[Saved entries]
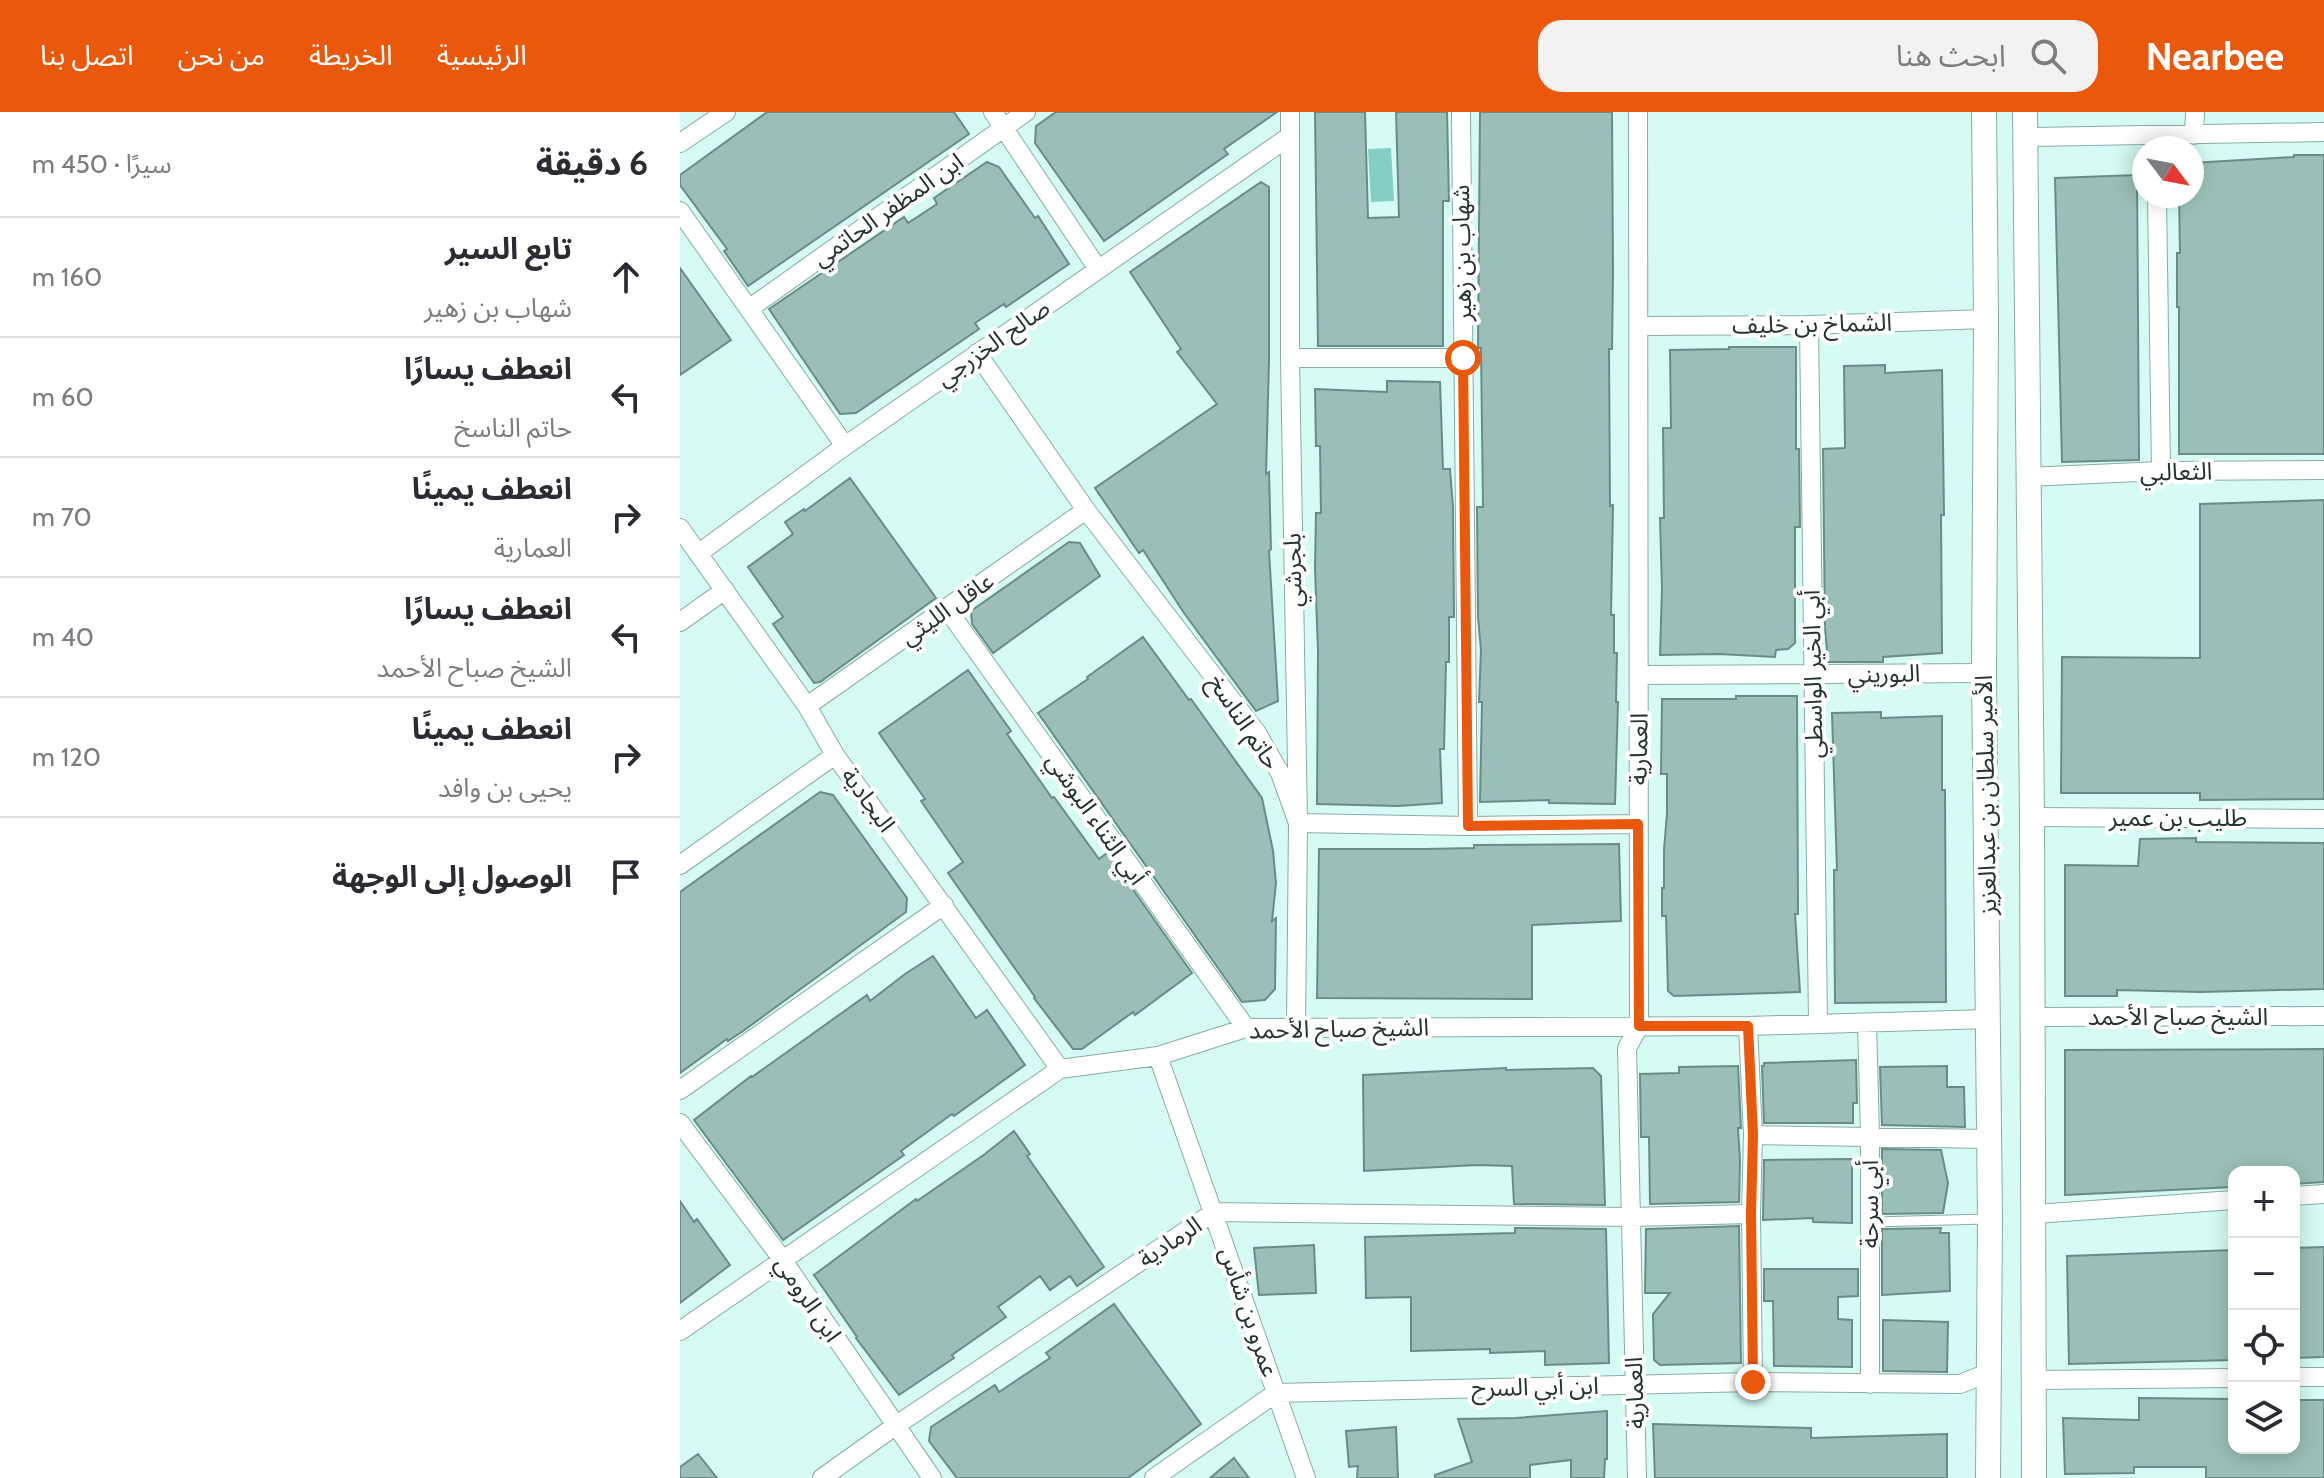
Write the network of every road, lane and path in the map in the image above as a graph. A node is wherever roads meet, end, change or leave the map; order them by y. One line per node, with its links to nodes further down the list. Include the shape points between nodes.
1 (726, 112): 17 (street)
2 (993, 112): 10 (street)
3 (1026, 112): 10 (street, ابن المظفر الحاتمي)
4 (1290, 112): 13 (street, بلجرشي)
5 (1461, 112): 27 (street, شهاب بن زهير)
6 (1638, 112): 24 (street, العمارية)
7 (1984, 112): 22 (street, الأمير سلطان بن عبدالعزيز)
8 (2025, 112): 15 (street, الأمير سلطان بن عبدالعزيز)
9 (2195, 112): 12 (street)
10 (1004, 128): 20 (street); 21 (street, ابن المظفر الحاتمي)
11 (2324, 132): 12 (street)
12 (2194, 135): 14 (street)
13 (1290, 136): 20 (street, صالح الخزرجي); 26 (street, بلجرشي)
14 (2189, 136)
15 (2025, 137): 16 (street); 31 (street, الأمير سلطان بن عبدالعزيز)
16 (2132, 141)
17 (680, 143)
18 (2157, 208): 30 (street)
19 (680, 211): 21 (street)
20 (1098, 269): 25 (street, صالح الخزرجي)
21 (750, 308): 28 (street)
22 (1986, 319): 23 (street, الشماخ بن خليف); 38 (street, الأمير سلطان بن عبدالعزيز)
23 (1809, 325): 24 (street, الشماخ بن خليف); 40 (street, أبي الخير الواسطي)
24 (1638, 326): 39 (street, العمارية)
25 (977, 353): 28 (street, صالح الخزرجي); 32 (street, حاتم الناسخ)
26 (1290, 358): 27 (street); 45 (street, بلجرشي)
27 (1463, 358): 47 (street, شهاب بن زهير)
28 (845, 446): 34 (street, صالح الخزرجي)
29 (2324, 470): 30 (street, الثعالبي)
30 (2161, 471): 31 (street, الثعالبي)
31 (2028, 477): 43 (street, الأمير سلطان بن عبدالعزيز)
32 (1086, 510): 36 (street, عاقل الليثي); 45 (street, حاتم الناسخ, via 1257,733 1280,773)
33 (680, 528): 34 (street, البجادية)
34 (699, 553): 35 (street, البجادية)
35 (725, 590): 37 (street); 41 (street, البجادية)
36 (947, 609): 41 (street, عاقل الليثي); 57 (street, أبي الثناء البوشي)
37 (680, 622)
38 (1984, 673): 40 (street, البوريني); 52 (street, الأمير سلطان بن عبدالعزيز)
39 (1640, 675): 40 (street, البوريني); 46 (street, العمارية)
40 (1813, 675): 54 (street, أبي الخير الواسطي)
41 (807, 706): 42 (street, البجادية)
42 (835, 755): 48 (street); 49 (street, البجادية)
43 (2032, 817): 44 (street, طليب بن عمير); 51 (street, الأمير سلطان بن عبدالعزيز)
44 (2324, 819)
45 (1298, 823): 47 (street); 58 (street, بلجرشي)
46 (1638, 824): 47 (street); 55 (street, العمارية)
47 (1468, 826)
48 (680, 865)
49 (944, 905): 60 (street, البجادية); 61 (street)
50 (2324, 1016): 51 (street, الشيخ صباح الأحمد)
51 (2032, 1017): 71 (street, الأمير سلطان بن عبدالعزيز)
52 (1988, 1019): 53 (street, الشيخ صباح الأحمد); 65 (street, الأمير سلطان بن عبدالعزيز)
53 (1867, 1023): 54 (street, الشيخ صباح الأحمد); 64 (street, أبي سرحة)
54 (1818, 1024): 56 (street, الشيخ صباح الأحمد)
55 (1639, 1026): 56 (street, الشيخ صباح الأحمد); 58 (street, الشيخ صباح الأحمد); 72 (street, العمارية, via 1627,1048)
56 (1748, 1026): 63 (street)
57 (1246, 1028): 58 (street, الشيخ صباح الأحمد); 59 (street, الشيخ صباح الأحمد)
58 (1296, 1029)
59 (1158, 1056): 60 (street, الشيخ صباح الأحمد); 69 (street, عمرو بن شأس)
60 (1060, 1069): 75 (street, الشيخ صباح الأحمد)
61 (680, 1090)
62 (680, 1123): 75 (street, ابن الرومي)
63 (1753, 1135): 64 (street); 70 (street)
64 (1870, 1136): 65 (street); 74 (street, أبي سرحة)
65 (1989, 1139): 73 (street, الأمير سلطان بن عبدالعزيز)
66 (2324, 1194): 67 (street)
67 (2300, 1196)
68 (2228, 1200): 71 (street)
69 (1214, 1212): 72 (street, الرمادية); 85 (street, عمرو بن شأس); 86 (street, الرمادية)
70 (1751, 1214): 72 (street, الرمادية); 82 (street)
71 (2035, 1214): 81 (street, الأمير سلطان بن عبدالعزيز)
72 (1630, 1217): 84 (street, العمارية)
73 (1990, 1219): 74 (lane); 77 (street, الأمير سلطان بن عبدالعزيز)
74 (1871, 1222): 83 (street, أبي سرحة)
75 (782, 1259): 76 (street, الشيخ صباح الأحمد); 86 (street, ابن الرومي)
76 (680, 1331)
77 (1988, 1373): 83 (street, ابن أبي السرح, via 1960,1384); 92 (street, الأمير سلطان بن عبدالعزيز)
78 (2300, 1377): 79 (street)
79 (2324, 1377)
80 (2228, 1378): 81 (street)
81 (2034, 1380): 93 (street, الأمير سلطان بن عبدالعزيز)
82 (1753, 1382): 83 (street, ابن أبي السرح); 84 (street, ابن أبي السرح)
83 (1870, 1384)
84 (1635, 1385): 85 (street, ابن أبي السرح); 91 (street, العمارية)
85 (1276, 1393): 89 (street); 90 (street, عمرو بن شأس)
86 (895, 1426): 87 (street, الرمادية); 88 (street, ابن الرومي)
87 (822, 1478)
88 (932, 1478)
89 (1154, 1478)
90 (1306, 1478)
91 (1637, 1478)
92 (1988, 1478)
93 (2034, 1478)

About this task
State the number of lines in the records above that contain the string "lane", and give nothing else.

Written solution
2